Start of Source data
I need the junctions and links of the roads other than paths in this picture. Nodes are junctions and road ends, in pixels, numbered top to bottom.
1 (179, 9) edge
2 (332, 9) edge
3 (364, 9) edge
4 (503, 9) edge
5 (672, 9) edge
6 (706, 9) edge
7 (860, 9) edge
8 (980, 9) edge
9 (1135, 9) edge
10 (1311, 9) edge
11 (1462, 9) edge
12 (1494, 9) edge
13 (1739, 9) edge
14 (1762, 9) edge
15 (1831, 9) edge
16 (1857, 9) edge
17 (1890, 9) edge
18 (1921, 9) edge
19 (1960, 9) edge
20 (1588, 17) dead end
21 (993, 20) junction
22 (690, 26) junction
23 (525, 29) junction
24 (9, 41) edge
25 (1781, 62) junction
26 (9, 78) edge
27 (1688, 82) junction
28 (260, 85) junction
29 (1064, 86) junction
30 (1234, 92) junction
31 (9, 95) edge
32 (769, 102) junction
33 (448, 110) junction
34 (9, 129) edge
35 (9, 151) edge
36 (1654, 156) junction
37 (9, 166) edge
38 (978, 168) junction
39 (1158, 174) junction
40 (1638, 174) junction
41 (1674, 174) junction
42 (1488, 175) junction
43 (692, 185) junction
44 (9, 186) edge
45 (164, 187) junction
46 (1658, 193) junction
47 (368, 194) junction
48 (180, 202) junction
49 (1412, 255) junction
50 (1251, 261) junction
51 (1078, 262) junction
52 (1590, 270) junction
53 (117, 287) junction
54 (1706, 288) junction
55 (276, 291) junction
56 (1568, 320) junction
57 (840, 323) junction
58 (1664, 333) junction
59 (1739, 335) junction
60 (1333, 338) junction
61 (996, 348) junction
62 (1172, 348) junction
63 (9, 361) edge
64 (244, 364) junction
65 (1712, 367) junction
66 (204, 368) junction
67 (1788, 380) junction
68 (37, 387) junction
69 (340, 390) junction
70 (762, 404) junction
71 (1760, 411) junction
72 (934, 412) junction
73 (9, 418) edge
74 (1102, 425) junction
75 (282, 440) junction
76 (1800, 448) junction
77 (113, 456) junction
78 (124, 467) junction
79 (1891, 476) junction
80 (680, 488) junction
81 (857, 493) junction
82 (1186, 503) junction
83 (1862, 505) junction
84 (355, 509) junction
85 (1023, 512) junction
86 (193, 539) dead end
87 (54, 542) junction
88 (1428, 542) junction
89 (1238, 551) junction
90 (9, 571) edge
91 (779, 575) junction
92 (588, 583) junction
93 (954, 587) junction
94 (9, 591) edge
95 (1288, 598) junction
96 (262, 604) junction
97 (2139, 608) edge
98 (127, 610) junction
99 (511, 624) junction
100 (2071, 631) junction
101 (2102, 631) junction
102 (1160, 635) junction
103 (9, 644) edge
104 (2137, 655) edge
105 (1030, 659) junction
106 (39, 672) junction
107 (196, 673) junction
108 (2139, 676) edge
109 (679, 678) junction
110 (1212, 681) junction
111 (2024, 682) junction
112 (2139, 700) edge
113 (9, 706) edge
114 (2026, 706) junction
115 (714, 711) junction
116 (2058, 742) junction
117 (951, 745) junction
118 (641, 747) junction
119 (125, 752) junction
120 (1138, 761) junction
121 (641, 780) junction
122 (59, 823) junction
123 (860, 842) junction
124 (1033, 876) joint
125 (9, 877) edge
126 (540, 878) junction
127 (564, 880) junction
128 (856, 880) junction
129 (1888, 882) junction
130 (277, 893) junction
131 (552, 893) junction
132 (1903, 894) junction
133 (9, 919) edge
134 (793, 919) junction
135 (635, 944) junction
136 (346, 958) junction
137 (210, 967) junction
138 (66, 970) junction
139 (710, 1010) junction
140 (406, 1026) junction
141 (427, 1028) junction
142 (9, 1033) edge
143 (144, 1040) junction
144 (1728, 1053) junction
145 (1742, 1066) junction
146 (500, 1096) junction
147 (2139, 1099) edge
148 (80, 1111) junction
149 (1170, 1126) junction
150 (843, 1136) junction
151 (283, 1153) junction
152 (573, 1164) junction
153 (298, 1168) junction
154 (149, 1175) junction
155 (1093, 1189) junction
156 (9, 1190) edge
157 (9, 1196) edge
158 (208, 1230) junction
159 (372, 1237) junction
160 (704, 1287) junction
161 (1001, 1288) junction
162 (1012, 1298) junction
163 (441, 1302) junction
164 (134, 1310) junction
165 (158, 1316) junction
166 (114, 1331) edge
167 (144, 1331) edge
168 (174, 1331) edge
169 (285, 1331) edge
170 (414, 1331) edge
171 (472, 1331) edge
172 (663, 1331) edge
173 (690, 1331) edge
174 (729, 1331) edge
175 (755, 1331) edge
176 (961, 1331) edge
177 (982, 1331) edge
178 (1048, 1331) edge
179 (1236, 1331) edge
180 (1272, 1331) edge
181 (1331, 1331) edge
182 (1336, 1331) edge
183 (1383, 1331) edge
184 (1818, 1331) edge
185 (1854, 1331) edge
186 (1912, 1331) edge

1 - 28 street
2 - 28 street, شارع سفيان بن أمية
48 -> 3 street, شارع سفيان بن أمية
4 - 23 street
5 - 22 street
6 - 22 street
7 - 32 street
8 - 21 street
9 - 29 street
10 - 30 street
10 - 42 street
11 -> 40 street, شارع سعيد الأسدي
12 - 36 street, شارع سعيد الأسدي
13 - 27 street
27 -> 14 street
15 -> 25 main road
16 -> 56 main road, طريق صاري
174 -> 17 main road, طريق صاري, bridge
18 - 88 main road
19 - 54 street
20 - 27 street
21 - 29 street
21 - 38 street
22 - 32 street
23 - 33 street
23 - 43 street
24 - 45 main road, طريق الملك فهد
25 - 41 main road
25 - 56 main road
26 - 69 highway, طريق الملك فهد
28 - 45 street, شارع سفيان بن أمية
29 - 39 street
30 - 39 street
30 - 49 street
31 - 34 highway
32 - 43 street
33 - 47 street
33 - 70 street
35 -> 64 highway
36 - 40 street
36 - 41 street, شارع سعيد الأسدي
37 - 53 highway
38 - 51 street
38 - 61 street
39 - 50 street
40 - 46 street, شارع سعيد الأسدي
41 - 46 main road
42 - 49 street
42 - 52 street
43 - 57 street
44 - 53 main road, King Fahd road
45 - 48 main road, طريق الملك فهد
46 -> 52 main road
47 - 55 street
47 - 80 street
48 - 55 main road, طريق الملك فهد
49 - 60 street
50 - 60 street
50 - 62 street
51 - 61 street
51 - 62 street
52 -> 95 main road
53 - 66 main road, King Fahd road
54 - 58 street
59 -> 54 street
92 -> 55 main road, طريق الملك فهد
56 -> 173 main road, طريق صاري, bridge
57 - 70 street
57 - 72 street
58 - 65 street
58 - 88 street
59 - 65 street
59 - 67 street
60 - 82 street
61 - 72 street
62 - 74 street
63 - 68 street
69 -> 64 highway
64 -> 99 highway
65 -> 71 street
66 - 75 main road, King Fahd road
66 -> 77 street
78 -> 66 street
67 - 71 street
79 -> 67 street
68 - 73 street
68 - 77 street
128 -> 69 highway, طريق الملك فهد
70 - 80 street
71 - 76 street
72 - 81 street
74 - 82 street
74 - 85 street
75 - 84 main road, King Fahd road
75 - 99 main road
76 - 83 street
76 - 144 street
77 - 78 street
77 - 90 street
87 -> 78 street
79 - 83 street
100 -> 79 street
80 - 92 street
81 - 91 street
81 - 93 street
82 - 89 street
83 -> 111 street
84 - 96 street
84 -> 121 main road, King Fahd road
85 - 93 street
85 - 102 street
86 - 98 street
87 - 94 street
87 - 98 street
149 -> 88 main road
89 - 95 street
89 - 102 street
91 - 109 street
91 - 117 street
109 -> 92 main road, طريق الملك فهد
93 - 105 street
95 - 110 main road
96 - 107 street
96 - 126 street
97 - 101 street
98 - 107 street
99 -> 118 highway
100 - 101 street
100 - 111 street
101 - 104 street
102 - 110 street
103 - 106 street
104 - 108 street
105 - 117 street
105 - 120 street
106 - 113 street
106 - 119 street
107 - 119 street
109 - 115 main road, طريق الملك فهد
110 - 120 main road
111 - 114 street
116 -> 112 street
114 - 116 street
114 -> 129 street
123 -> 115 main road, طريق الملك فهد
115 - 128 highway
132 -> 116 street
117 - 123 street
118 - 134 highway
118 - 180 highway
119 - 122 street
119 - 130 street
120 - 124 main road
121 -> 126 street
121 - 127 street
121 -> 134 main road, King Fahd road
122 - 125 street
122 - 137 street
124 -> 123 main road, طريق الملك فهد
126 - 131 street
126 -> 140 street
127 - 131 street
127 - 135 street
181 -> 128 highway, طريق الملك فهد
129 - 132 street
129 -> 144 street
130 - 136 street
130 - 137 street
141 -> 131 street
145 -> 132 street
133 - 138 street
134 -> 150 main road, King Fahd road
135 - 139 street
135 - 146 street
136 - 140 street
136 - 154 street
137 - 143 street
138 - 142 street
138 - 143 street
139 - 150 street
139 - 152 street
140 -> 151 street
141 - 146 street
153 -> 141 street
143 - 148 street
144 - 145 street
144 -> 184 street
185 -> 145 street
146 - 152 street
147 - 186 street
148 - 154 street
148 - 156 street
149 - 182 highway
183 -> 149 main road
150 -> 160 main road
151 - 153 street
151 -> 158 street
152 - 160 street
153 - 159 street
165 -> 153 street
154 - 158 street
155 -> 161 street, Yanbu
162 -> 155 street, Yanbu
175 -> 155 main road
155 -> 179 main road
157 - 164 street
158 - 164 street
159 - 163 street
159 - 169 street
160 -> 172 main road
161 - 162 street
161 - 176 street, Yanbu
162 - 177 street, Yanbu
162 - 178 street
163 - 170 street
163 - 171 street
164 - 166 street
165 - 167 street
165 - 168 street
End of Source data
◆ Exercise objective
In the records, which lines use the word "dead"? Report them.

◆ Response to this exercise
20 (1588, 17) dead end
86 (193, 539) dead end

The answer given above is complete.